С огромным сводчатым потолком и свисающими оттуда кругами железных люстр, зал Владислава был достаточно просторен, чтобы проводить в нем рыцарские турниры. В примыкающий к нему коридор вели каменные лестницы, по которым с грохотом поднимались всадники. Но история историей, а ныне зал гораздо напоминал огромный амбар, по которому так и гуляли сквозняки. Гобелены на высоких стенах изображали трех еврейских мальчиков в серебристо‑белых туниках, попавших в вавилонский плен, – Шадраха, Мешаха и Абеднего, которых поместили в огненную печь. Связки камыша, увенчанные языками пламени и укрепленные на длинных шестах, являли собой еще одну попытку придать залу еще более помпезный… и немного его обогреть. С этой же целью возле трона императора стояли десять небольших жаровен с углями, а сам трон был поднят на покрытый красным ковром помост и увенчан тяжелым золотым балдахином.

– Мы весьма рады видеть вас здесь и находиться среди вас, – император одарил присутствующих благожелательной улыбкой. Возможно, он действительно был рад. Однако тем, к кому была обращена эта фраза, хотелось находиться где угодно, только подальше отсюда.

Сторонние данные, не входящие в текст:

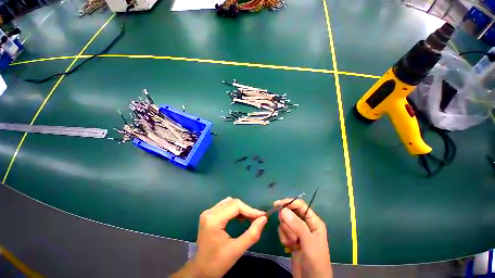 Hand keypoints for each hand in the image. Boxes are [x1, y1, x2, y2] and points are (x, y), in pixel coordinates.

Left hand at [172, 197, 266, 277]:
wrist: (200, 271)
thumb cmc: (218, 263)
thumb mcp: (237, 250)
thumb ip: (252, 234)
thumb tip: (264, 219)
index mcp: (214, 220)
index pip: (236, 206)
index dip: (250, 210)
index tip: (262, 215)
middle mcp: (209, 212)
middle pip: (233, 203)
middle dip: (246, 209)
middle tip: (257, 219)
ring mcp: (208, 212)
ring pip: (229, 203)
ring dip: (241, 209)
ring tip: (249, 218)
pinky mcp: (209, 214)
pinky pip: (225, 206)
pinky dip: (234, 210)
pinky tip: (240, 218)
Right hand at [275, 199, 332, 277]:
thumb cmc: (315, 262)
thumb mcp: (309, 243)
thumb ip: (297, 226)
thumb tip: (283, 210)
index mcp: (314, 222)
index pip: (300, 205)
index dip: (289, 202)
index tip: (276, 204)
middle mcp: (306, 224)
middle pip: (291, 213)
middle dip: (287, 222)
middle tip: (288, 232)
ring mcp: (298, 232)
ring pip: (285, 222)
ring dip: (286, 232)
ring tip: (292, 243)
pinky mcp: (292, 238)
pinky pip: (283, 231)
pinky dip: (283, 238)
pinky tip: (289, 246)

Тихо Браге, придворному астроному и астрологу, хотелось оказаться в «Золотом воле» с кружкой пива в руке, в окружении компании добрых приятелей. Ученый поправил кончик своего серебряного носа, притянутого к физиономии двумя шнурками, которые завязывал на затылке. По тревожному стечению обстоятельств в последнее время Браге проиграл две шахматных партии Киракосу – врачу, который, если разобраться, умеет немногим больше аптекаря, лекаря‑цирюльника или какой‑нибудь чертовой повитухи. Еще он чувствовал себя униженным из‑за Кеплера, который прибыл из Германии, чтобы стать его ассистентом. Этот юнец едва начал свой путь в науке, а уже стал автором труда «De admirabili porportione coelestium orbium», он нахально и упорно отстаивает заблуждения Коперника, да еще и строит собственные теории. Теории, черт побери! Браге крайне настороженно относился к любым теориям, кроме теорий почитаемых им мудрецов древности. Например, Аристотеля и Птолемея. Но только никак не Платона и досократиков. Если уж на то пошло, придумать свою теорию может кто угодно. Луна сделана из сыра, на ней живут люди, каждая планета имеет свой голос, и вместе они гармонично поют хором. Не Бруно ли, несчастная заблудшая душа, которого в прошлом году сожгли у столба в Риме, утверждал, что точки и кружки являют собой Бога, а все религии суть одно? Он, Тихо Браге, императорский математик, с вашего позволения, совершенно точно знал: лишь внимательно, последовательно наблюдая и скрупулезно записывая все результаты наблюдений, а главное – правильно упорядочивая свои записи, можно прийти к истине. И вот является этот выскочка Кеплер, возомнивший, будто его главная задача – думать.

«Думать? – внутренне возмутился астроном. – Я нанимал тебя не для того, чтобы ты думал».

Браге безумно захотелось вытряхнуть эту идею вместе со всеми остальными из этой узкой черепной коробки, поставить эту самонадеянную куклу на место. Со свойственной ему основательностью Браге дал юнцу настоящую работу, которая могла занять целую жизнь. «Занести на карту орбиту Марса? – тоном деревенского простачка переспросил тогда Кеплер. – Самое большее – семь суток». Семь суток, дьявол! Семь… нет, десять лет, если уж на то пошло. Все время держать его при деле, пусть трудится в поте лица, будь он неладен, – вот где ключ к успеху!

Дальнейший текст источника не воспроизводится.